Олег Кашин и орден «феникса»: большой путинский стиль в Лужниках, бездарный гимн Putin Team и Красовский о выступлении на «Эхе»
Каждый день Олег Кашин пишет колонки и думает о судьбах Родины. На этой неделе главными темами стали митинг в Лужниках в поддержку Владимира Путина, отравление в Британии бывшего офицера ГРУ Сергея Скрипаля, гимн Putin Team, а также выступление Антона Красовского на «Эхе Москвы».
В отделах культуры средств массовой информации у нас, как правило, сидят такие аполитичные снобы, которые, конечно, все знают о художественном, и при этом принципиально не интересуются ничем политическим. В этом смысле очень показательным стало дело Кирилла Серебренникова, когда относительно широкий круг московских театралов вдруг обнаружил, что в шаговой доступности от «Гоголь-центра», оказывается, есть Следственный комитет, и Басманный суд, и вообще много всего интересного. Может показаться, что в путинской России культура и власть изолированы друг от друга, но это не так — скорее можно говорить о терминологической путанице, потому что власть, тем более такая, как у нас — вечная и всепроникающая, — сама по себе не может не быть культурным феноменом, и без того, что принято называть большим стилем, она, конечно, не может обойтись. Другой вопрос, насколько этот стиль действительно большой.
Путинская эстетика — то, чего не замечают эстеты, но она, конечно, давно сложилась, она существует, и о нашей эпохе мы когда-нибудь будем вспоминать, ориентируясь на то, чего мы не замечаем теперь. Эти большие концерты на Красной площади, когда Лепс на фоне Спасской башни поет Высоцкого, а внизу пляшут сотни одинаково одетых танцоров кордебалета, изображающих стихию русской истории. Культ спорта, но не тоталитарный псевдоантичный, а такой скорее гипертрофированно западный, в равной мере подходящий и для зрителя с пивом в пабе, и для всякого рекламного бизнеса, и для политических дел, вот как сейчас, когда на концерте в Лужниках Путин пел российский гимн с олимпийской хоккейной сборной, которая в Южной Корее была лишена возможности спеть гимн. Да и сам этот гимн, слова которого, как казалось семнадцать лет назад, никто никогда не выучит, но в итоге выучили все — он тоже, конечно, плоть от плоти путинской эстетики, и реновированный текст, положенный на старую советскую музыку — это ведь метафора всех этих восемнадцати лет, когда почему-то считается, что Путин восстанавливает советское, хотя он уже сделал свое, только частью основываясь на советском материале.
Та философия, которую путинское поколение изучало в институтах и которая, в общем, была и осталась единственной философией, доступной тем людям, которым теперь принадлежит Россия, предусматривала переход количества в качество.
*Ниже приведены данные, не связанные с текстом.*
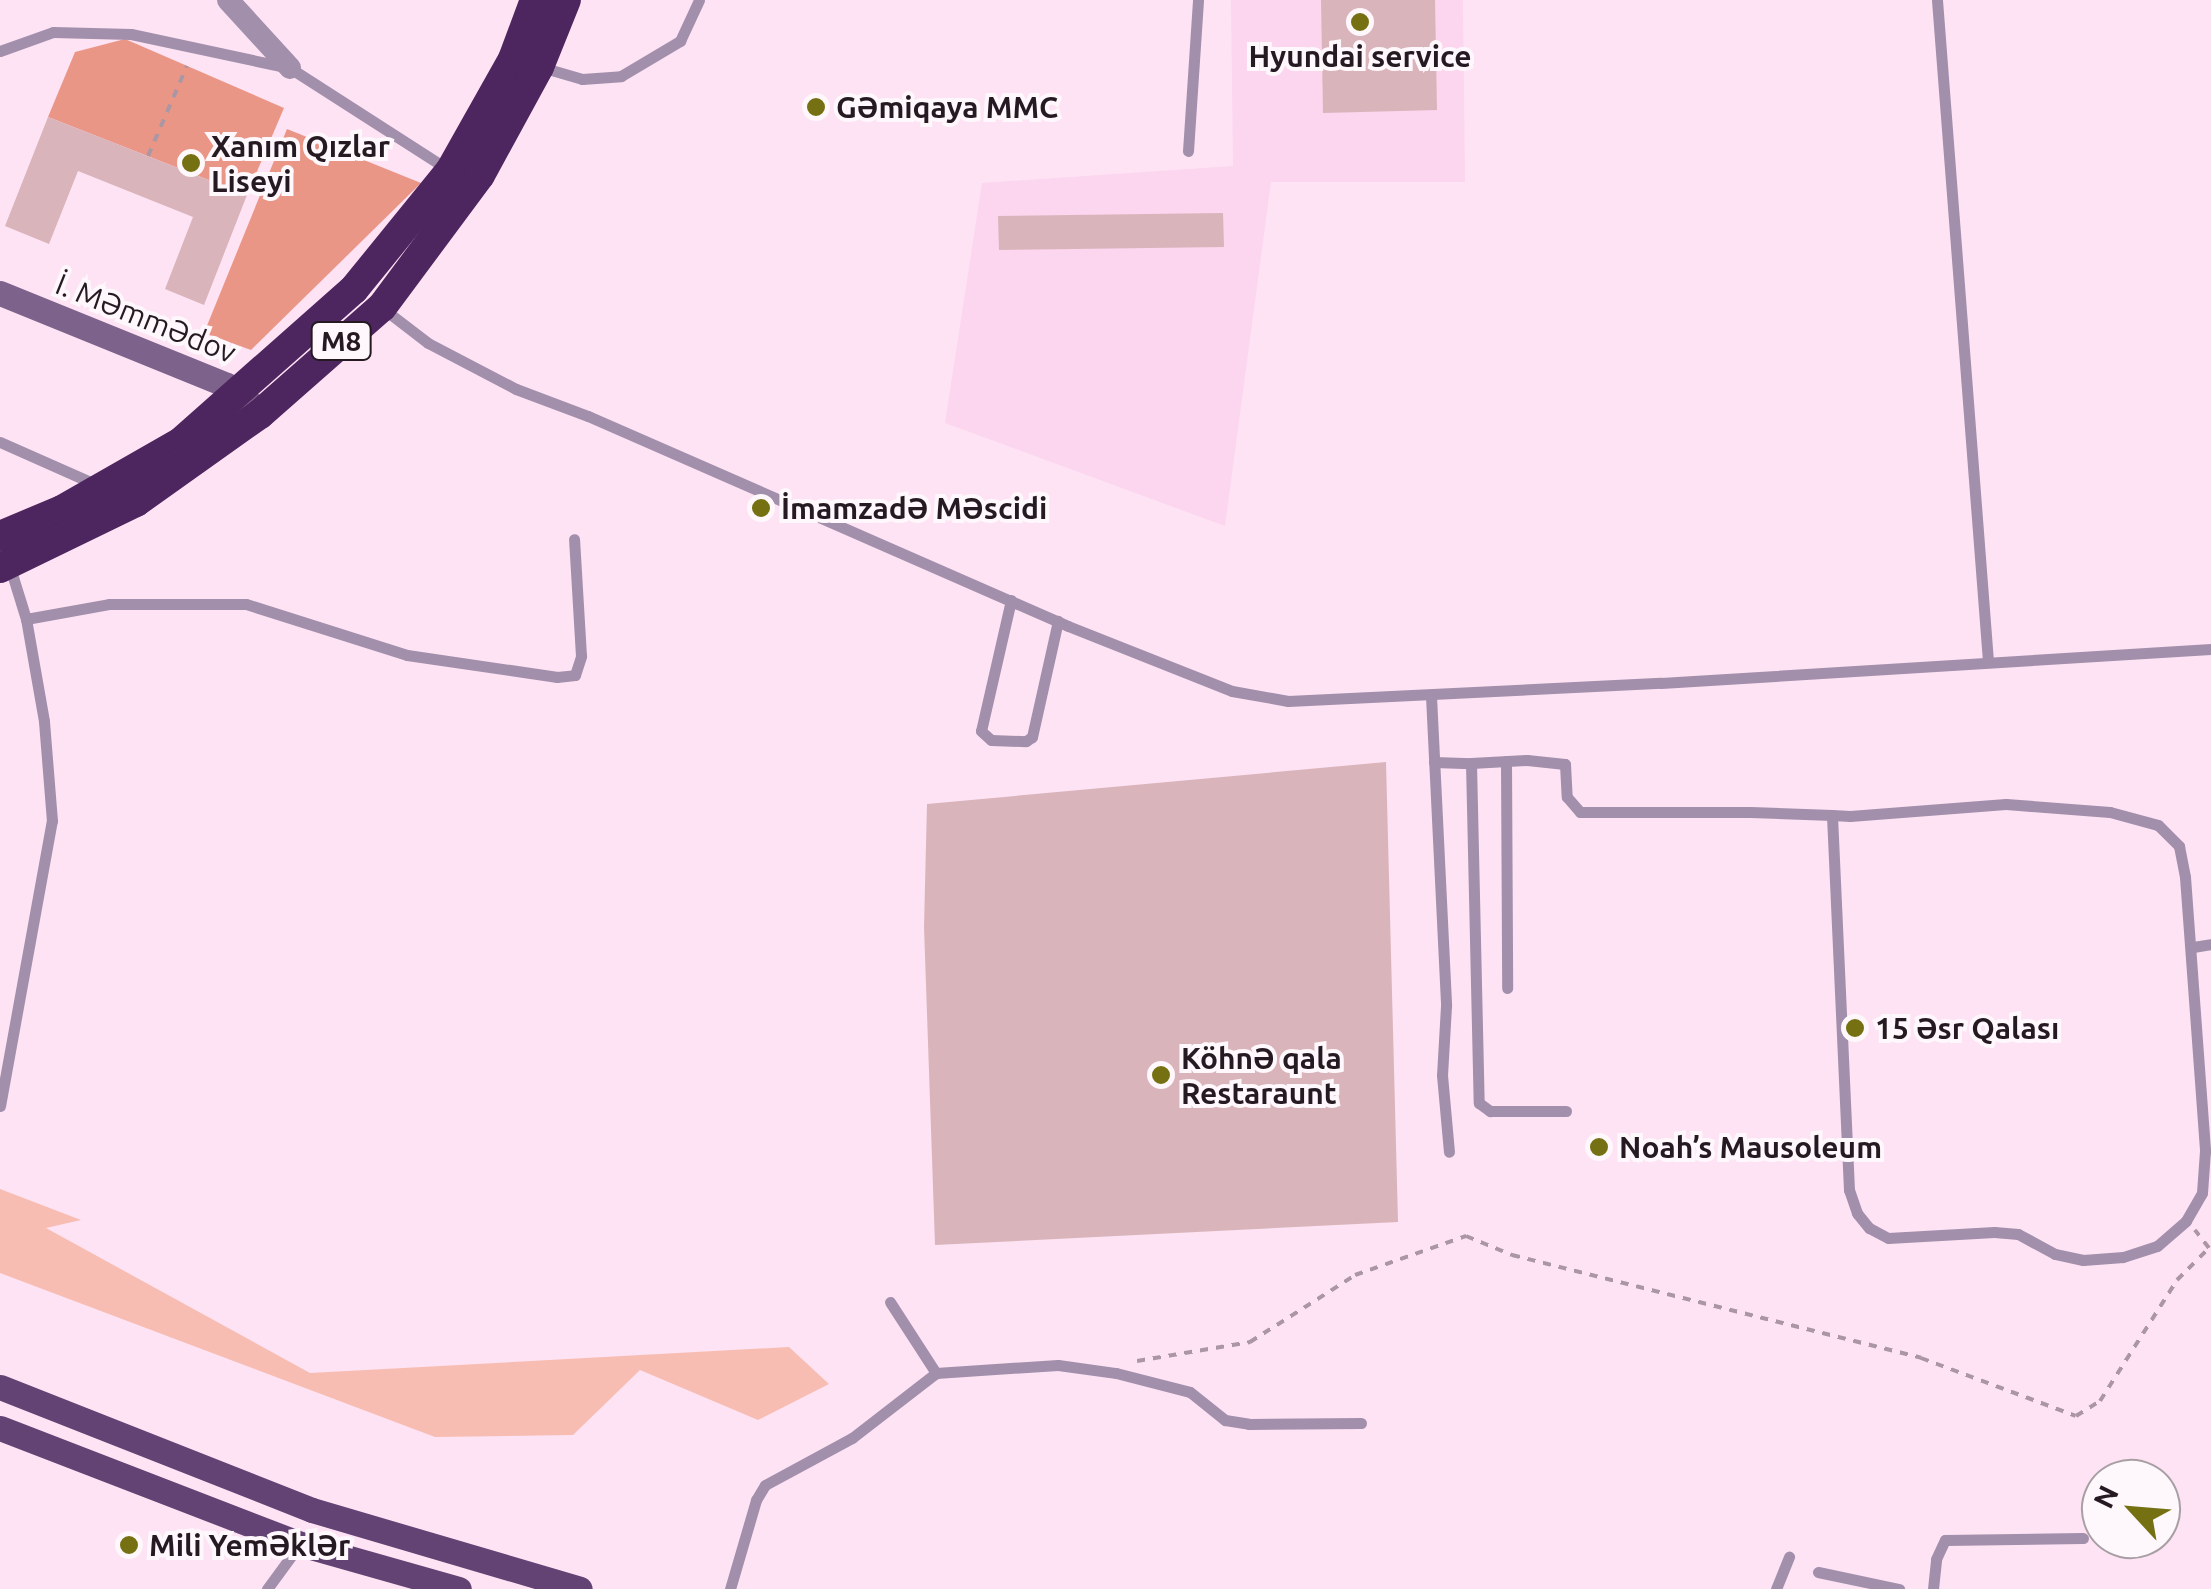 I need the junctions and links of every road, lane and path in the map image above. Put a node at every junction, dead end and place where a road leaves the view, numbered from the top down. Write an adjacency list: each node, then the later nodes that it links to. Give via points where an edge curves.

Наверное, сейчас пора сказать, что этот переход состоялся. В путиноцентричной вселенной все лучшее будет доставаться Путину, это такой, может быть, печальный, но закон нашей реальности. Лучшим кино будет то кино, которое снимается по заказу власти — совсем недавно этот принцип не работал, теперь он стал законом, который доказан успехом новых спортивных, космических и прочих драм, на которые Россия ходит, кажется, в полном составе и по многу раз. Лучшими песнями будут те, которые поют на новый год по государственным каналам, а не где-то в подполье, да и лучшим телевидением будет то, на котором показывают новогодние огоньки — а не то, которое вы смотрите прямо сейчас при всем к нему уважении.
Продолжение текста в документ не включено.